I certainly didn't expect that delving into the Golden Chance would, in this investigation of Utake Abe, connect so neatly to the research and writing I've finally completed on Japanese director Teinosuke Kinugasa and the silent cinema of Japan for the San Francisco Silent Film Festival, which is showing Kinugasa's Jujiro at the Castro Theatre in less than two weeks. The trend of Japanese film professionals spending time in Hollywood as part of a concerted effort to bring American film practices back to Japan is just one of many fascinating stories I was unable to fit into my contribution to the festival's educational materials. This blog will provide some room for spillover. I plan to put a new factoid or image on this blog every day for the week leading up to the festival. That's very soon; I better start working on the formatting! In the meantime, Dan has a preview of the festival, and more.

As Dan notes, there's a lot of film stuff happening here on Frisco Bay. I haven't mentioned all of it on this blog yet. For example, the Castro begins its annual 70mm series tomorrow with Blue Thunder, and will include the 1986 musical version of Little Shop of Horrors (apparently unavailable in 35mm prints, so this is your chance to see it on film), Sam Peckinpah's director's cut of the Wild Bunch, and three films I've already seen in 70mm, but would gladly see again that way (in fact, I'd be wary of seeing them any other way, so eye-popping they are in that format): Lawrence of Arabia, Tron and Jacques Tati's masterpiece Playtime.
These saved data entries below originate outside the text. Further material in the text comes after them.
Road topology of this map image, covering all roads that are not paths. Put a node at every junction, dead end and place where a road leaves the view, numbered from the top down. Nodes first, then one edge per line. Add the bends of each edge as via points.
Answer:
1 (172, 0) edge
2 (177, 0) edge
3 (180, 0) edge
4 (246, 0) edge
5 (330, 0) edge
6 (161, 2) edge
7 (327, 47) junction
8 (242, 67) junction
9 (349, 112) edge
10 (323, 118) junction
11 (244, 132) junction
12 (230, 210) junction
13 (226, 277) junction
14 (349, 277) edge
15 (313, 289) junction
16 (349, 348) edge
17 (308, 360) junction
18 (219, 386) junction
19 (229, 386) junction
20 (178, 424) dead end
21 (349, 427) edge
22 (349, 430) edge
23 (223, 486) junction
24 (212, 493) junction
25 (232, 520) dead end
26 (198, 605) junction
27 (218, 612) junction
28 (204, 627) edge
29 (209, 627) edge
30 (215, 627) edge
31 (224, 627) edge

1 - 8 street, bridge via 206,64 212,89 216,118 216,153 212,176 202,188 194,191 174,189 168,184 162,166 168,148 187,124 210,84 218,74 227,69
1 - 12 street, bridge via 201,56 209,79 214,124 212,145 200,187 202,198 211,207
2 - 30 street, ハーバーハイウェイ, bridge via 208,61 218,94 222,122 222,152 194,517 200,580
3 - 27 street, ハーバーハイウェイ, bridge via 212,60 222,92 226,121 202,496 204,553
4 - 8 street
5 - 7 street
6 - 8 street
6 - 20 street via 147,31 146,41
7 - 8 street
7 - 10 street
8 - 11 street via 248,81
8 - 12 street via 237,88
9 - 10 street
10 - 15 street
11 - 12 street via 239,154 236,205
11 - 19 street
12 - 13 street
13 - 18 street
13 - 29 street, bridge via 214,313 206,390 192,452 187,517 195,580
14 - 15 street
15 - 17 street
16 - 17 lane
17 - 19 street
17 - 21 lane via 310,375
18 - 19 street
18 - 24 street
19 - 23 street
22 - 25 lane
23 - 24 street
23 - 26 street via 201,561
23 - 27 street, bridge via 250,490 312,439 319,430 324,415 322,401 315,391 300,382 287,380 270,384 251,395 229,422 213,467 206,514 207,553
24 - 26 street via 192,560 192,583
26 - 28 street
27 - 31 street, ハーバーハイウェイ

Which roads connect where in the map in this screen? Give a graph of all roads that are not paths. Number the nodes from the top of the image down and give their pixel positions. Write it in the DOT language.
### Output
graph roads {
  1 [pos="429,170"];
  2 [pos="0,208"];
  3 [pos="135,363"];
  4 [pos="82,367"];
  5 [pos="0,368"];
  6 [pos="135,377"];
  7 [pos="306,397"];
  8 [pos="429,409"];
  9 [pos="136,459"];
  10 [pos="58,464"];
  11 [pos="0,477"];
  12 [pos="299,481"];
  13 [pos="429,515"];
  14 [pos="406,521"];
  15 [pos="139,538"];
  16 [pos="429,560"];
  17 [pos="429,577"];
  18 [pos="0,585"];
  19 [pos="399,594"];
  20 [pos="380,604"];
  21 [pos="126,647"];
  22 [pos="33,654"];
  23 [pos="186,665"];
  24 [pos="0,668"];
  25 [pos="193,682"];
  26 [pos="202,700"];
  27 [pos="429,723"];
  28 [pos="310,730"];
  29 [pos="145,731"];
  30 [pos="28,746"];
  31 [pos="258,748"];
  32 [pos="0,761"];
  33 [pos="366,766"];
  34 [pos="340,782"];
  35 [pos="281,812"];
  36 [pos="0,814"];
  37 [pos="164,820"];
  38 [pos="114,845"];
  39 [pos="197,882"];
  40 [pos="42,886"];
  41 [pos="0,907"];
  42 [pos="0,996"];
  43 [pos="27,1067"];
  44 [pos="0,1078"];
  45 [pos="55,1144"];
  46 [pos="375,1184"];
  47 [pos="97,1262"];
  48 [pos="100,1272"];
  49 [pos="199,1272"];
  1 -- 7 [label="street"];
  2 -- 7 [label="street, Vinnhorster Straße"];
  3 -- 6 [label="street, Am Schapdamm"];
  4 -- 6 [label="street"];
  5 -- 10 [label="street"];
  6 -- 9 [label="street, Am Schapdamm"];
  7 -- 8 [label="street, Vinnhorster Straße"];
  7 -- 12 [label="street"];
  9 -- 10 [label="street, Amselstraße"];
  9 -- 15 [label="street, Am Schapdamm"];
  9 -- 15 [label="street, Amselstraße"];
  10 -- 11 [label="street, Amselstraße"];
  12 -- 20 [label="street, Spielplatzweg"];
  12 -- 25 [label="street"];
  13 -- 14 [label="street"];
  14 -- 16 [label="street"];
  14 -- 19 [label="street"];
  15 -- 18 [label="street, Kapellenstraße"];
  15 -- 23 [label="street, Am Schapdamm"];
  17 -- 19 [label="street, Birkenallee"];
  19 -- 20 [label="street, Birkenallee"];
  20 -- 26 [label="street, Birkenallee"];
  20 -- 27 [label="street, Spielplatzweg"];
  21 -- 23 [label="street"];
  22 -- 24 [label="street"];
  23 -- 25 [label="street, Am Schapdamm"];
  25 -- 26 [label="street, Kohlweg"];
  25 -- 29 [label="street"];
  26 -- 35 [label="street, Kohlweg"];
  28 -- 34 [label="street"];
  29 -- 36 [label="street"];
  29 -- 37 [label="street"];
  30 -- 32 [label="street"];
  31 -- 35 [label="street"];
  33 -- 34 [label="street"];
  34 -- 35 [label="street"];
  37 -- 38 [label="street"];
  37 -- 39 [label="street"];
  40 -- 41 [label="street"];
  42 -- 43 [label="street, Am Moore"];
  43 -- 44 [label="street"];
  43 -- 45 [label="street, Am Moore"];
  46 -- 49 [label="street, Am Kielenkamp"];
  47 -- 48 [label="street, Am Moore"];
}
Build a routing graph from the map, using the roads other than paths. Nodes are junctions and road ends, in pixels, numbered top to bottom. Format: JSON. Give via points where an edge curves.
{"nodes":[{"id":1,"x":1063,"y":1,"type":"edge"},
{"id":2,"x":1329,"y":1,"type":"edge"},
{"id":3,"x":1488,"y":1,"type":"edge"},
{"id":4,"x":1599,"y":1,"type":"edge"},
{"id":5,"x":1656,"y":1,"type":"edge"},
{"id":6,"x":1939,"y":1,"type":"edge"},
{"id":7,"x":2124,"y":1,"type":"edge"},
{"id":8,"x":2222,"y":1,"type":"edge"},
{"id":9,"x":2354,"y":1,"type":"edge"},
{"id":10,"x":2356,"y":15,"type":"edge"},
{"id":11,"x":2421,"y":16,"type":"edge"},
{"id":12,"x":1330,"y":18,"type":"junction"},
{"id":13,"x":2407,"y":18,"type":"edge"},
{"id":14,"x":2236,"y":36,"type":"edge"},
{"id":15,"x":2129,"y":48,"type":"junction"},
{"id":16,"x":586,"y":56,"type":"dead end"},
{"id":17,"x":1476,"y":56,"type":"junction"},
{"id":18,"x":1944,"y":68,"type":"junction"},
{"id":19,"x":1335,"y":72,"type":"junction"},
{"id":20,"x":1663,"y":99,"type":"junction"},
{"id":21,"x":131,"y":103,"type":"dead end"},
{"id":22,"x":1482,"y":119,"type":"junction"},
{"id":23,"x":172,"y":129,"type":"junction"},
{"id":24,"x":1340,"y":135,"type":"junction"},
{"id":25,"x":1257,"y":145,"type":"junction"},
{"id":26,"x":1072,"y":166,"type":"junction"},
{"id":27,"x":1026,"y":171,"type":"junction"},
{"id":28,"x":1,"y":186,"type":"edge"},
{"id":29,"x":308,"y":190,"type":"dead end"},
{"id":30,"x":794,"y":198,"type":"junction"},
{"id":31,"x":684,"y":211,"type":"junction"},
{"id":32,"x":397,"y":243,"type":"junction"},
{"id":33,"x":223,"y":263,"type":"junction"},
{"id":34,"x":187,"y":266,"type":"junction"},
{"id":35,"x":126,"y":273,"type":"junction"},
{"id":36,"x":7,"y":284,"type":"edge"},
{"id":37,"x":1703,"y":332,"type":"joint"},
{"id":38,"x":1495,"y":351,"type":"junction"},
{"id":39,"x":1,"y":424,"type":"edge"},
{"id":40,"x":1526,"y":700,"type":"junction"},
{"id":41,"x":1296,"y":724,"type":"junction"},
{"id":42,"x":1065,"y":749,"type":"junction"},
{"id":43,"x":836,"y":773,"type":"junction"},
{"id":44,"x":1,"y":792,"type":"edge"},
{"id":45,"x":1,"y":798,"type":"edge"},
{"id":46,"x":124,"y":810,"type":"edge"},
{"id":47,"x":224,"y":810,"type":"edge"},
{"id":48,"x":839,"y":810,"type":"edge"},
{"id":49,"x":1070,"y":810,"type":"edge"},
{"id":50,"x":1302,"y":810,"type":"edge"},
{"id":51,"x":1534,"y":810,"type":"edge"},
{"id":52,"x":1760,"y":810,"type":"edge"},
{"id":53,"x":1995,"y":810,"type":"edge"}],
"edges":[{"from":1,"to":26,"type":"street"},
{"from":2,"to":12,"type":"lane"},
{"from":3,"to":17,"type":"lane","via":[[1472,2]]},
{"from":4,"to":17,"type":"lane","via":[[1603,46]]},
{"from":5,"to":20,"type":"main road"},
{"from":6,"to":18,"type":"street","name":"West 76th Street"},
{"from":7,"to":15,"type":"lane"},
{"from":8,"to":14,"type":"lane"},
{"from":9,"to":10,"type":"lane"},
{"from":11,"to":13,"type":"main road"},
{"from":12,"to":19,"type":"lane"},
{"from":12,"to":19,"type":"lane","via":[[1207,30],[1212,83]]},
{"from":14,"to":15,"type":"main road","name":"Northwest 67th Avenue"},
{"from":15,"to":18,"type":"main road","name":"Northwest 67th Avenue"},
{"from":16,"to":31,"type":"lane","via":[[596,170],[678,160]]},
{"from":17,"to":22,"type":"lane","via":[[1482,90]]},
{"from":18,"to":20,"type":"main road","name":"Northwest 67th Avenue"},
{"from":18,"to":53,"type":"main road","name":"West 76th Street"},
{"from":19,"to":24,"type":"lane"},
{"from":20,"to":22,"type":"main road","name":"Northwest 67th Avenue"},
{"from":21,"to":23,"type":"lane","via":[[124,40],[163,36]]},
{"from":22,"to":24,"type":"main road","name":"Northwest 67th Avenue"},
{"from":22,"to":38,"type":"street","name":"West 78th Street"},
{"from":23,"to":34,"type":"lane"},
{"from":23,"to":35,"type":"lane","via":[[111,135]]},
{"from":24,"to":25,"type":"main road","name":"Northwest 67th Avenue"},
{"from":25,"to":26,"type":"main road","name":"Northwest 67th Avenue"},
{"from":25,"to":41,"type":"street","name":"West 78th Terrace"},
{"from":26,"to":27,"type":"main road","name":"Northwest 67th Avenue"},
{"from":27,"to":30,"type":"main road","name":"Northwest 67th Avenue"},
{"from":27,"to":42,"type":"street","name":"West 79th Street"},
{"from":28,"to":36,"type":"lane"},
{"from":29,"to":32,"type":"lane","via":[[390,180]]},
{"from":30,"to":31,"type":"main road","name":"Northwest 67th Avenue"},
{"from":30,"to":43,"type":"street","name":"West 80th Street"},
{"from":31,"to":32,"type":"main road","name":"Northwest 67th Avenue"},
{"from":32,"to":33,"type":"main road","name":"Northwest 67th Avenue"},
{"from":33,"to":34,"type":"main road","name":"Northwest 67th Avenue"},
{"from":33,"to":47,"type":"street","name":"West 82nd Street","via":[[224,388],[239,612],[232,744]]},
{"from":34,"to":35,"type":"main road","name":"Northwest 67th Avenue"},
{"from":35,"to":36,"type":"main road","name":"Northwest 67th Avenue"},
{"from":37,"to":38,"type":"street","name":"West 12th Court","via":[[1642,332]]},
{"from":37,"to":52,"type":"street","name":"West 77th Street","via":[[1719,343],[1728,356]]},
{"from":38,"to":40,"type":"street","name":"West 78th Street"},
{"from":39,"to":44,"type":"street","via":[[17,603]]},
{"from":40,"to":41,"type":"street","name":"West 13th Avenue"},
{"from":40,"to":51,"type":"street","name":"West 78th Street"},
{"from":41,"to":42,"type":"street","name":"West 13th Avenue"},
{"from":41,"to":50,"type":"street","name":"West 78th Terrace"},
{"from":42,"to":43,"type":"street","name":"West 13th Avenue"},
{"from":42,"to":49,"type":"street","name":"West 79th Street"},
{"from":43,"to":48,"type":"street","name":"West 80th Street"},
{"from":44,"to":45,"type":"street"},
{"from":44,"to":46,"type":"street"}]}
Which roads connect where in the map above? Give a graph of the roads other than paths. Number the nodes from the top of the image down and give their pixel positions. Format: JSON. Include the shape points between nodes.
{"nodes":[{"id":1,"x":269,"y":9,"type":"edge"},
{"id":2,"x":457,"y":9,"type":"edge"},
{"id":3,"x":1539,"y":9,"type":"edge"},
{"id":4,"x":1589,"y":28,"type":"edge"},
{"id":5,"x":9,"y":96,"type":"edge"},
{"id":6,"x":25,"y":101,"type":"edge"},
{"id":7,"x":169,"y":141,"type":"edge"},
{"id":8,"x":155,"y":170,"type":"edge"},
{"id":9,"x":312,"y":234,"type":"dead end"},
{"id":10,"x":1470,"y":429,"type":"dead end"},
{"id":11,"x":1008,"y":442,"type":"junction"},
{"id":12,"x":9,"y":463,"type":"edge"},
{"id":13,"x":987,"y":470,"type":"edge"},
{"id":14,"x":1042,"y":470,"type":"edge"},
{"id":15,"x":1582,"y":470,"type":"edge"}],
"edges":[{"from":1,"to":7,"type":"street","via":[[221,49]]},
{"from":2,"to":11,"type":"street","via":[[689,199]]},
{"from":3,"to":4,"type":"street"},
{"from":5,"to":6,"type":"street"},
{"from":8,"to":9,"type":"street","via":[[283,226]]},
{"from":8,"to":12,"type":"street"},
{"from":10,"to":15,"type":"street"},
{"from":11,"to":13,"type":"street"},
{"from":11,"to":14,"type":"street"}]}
Other upcoming Castro screenings include a July 15-23 tribute to Sydney Pollack and an August 1-7 booking of Kent Mackenzie's the Exiles.

The Roxie, like the Castro, is coming off a week and a half of screenings for Frameline. It's now playing two current films that might not be on your radar screen: Yoji Yamada's samurai film Love and Honor and Ramin Bahrani's Chop Shop, the diretor's follow-up to his closely-observed character study Man Push Cart. The historic Roxie's in trouble once again, so support it while you can!

Across town a the Lumiere Theatre you'll find Werner Herzog's new Antarctica documentary Encounters at the End of the World this week. I attended on Friday, when producer/composer/foraminifera research diver Henry Kaiser was on hand to introduce the film and handle audience questions. It's another piece in the Herzog puzzle, it's subject matter makes it a feel even a bit more apocalyptic than usual for the director of Fata Morgana and La Soufrière.

Another in-person appearance at the Lumiere occurs the evening of July 5th, when animators from the Animation Show's fourth incarnation drop by.

The SFFS Screen at the Sundance Kabuki is currently home to the lovely Romance of Astrea and Celadon by Eric Rohmer. I hope you're not so smarting from kicking yourself for missing Woman on the Beach last week (oh, you saw it? good. did you like it?) to get your sore butt over to Japantown before it's gone. I've remarked on the July bookings here before, but now the first film to play there in August has been announced: Jacques Nolot's Before I Forget opens August 1st. Good thing too, since apparently it only screened digitally at Frameline last week.

Before I forget, may as well mention some blogs I newly noticed in June. You may already know about these, but in case you don't:

Georges Méliès: an in-depth look at the cinema’s first creative genius I covet that new DVD set.

Annie Got Gun Written by a friend, and not strictly a film blog- ok not much film on it, but some great art you won't see elsewhere and more.

Moazzam Sheikh. Another friend, and he's literally just staring out in the blogosphere, but perhaps my enthusiasm for his posts on Boutique, an Iranian film I have not seen, and La Notte, an Italian film I have seen, will help encourage him to continue!

As perfect as it can be... Reviews of two disparate, under-sung masterpieces Quick Billy and Day of the Outlaw make me hope there's more to come.